(Dataset records)
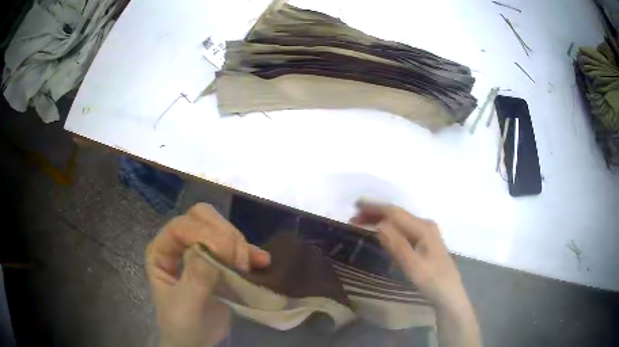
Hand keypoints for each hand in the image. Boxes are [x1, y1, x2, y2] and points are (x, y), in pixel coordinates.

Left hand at [146, 203, 270, 346]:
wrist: (196, 340)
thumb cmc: (181, 324)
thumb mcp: (184, 306)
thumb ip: (194, 279)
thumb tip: (208, 250)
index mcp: (162, 250)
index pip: (181, 226)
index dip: (204, 235)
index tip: (227, 257)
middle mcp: (179, 244)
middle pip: (201, 217)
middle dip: (223, 234)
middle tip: (238, 260)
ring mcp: (200, 250)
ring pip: (221, 227)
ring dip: (238, 242)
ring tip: (247, 266)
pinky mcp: (219, 260)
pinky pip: (236, 246)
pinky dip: (250, 250)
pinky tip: (262, 260)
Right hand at [351, 201, 479, 346]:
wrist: (449, 294)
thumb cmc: (432, 281)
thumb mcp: (413, 266)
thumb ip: (397, 244)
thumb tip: (379, 224)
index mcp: (423, 228)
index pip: (395, 212)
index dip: (375, 208)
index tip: (357, 205)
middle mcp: (425, 226)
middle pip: (397, 215)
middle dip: (376, 213)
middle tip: (354, 217)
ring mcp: (426, 234)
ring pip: (400, 222)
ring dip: (381, 221)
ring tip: (362, 223)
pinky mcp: (425, 242)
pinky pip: (403, 230)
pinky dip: (389, 229)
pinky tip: (381, 233)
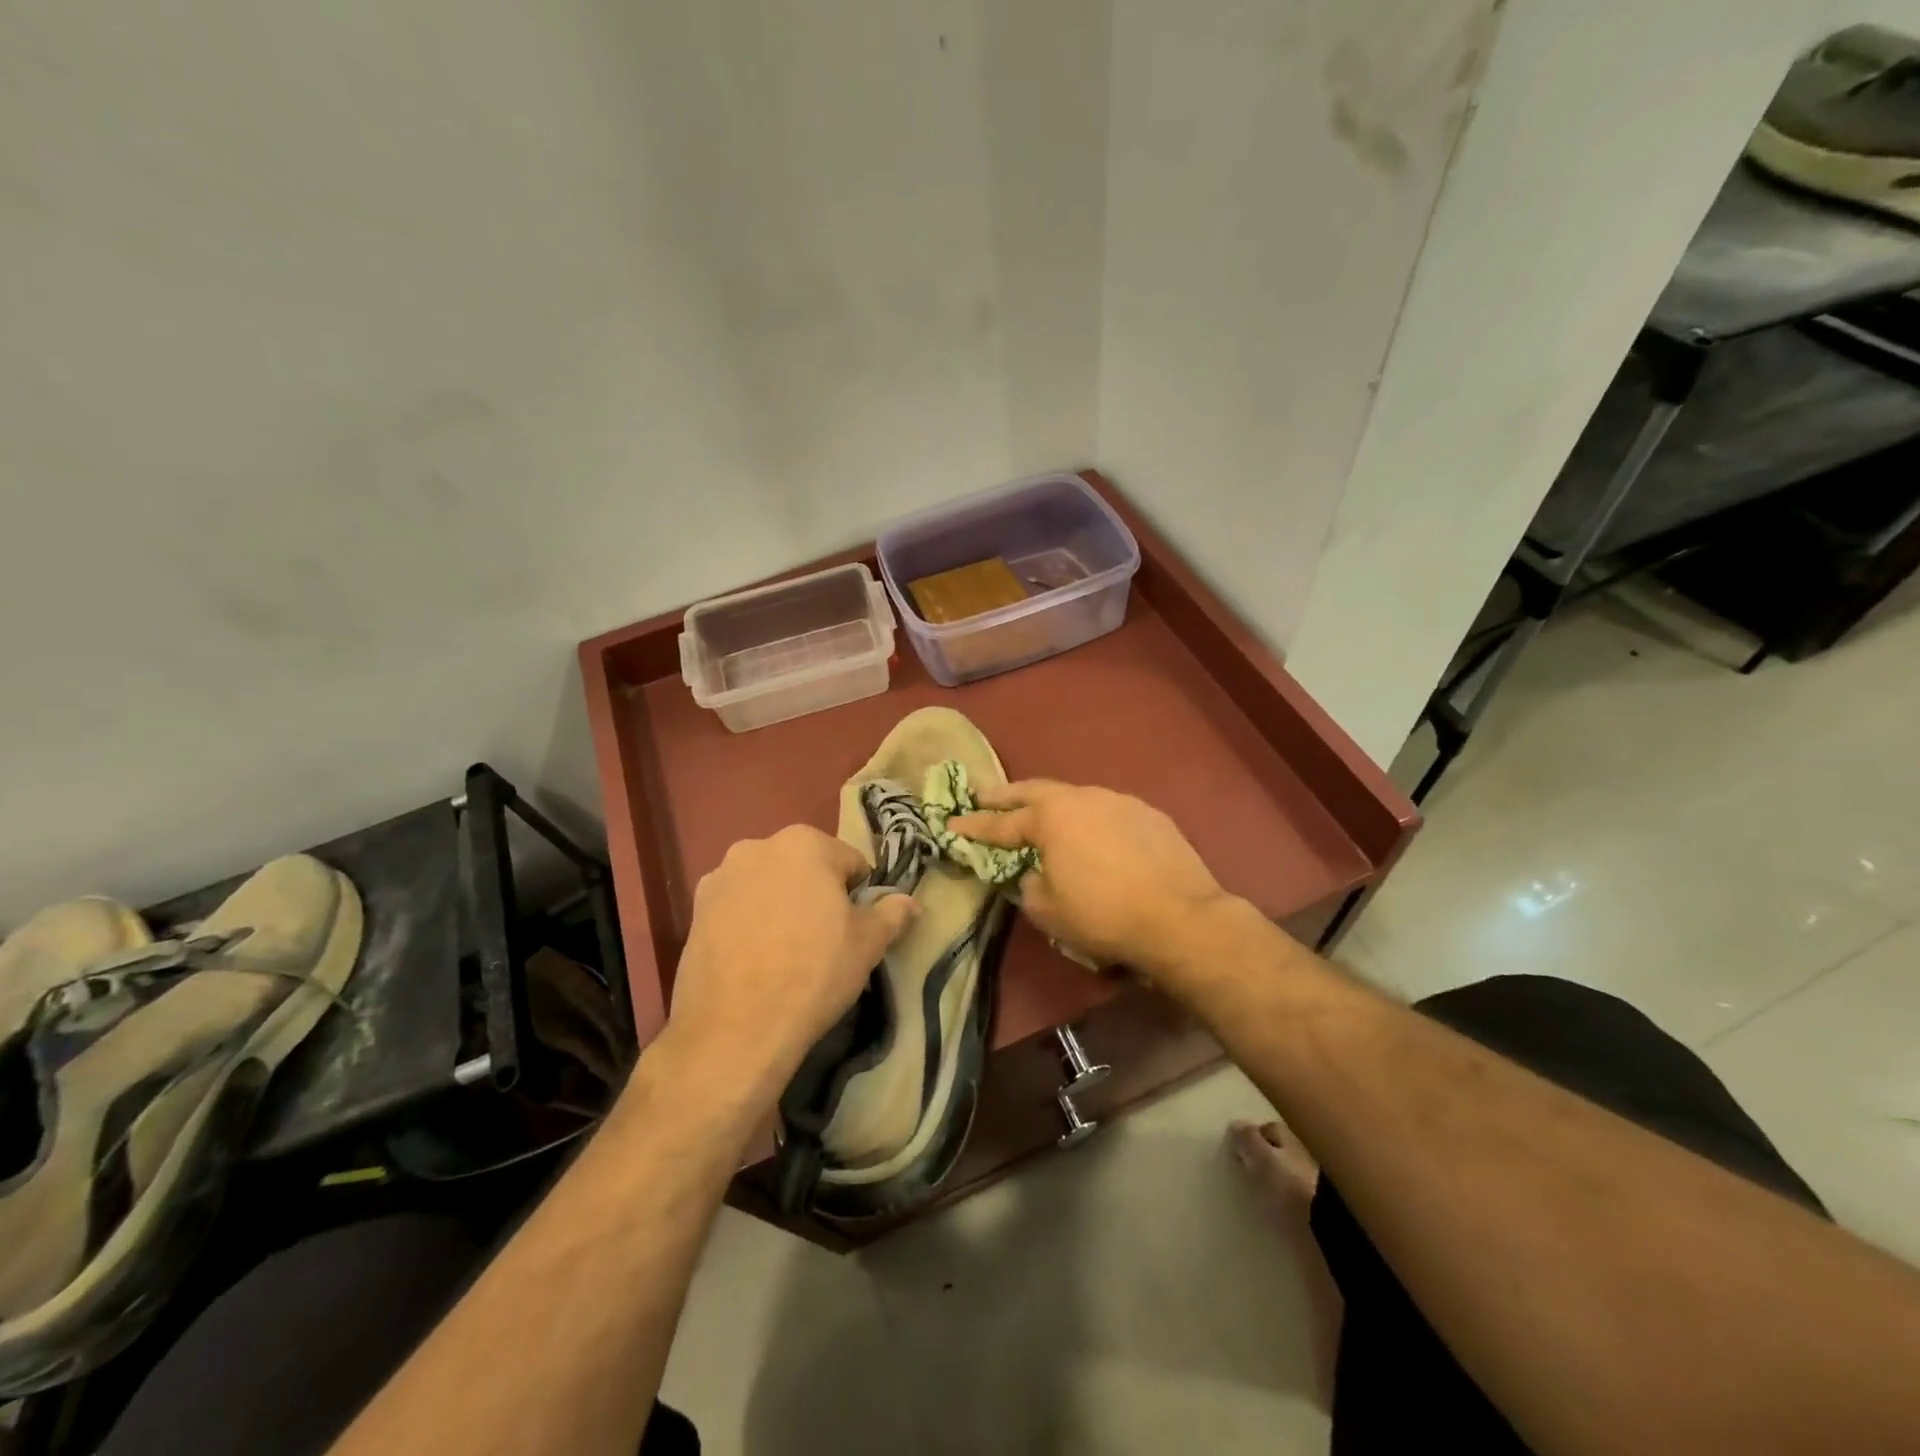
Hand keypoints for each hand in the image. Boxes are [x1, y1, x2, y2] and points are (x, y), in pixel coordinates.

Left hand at [661, 825, 916, 1102]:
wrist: (735, 1030)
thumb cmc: (814, 973)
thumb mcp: (868, 944)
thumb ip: (893, 913)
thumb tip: (911, 902)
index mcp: (804, 843)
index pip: (849, 861)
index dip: (858, 894)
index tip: (854, 927)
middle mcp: (757, 846)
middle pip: (803, 867)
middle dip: (816, 893)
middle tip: (823, 939)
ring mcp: (720, 877)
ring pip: (768, 885)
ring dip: (780, 904)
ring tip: (785, 951)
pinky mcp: (694, 910)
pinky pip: (737, 907)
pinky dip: (749, 921)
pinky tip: (755, 959)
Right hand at [949, 781, 1232, 974]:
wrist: (1181, 918)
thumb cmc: (1103, 915)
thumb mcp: (1049, 912)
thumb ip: (1030, 886)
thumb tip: (1033, 874)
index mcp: (1051, 819)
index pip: (1002, 823)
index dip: (974, 826)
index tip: (952, 824)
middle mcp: (1083, 798)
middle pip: (1035, 791)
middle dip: (1006, 795)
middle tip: (984, 796)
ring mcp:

TASK REQUIREMENTS
Note every line above where the string "pinky" shows up, and copy those lines.

WRITTEN SOLUTION
pinky mcp: (219, 260)
pinky pip: (236, 246)
pinky dip: (250, 250)
pinky tip: (262, 260)
pinky mcp: (425, 242)
pinky pip: (403, 230)
pinky dip: (389, 229)
pinky tip: (381, 233)
pinky mcp: (694, 910)
pinky pip: (737, 907)
pinky dip: (749, 921)
pinky tip: (755, 959)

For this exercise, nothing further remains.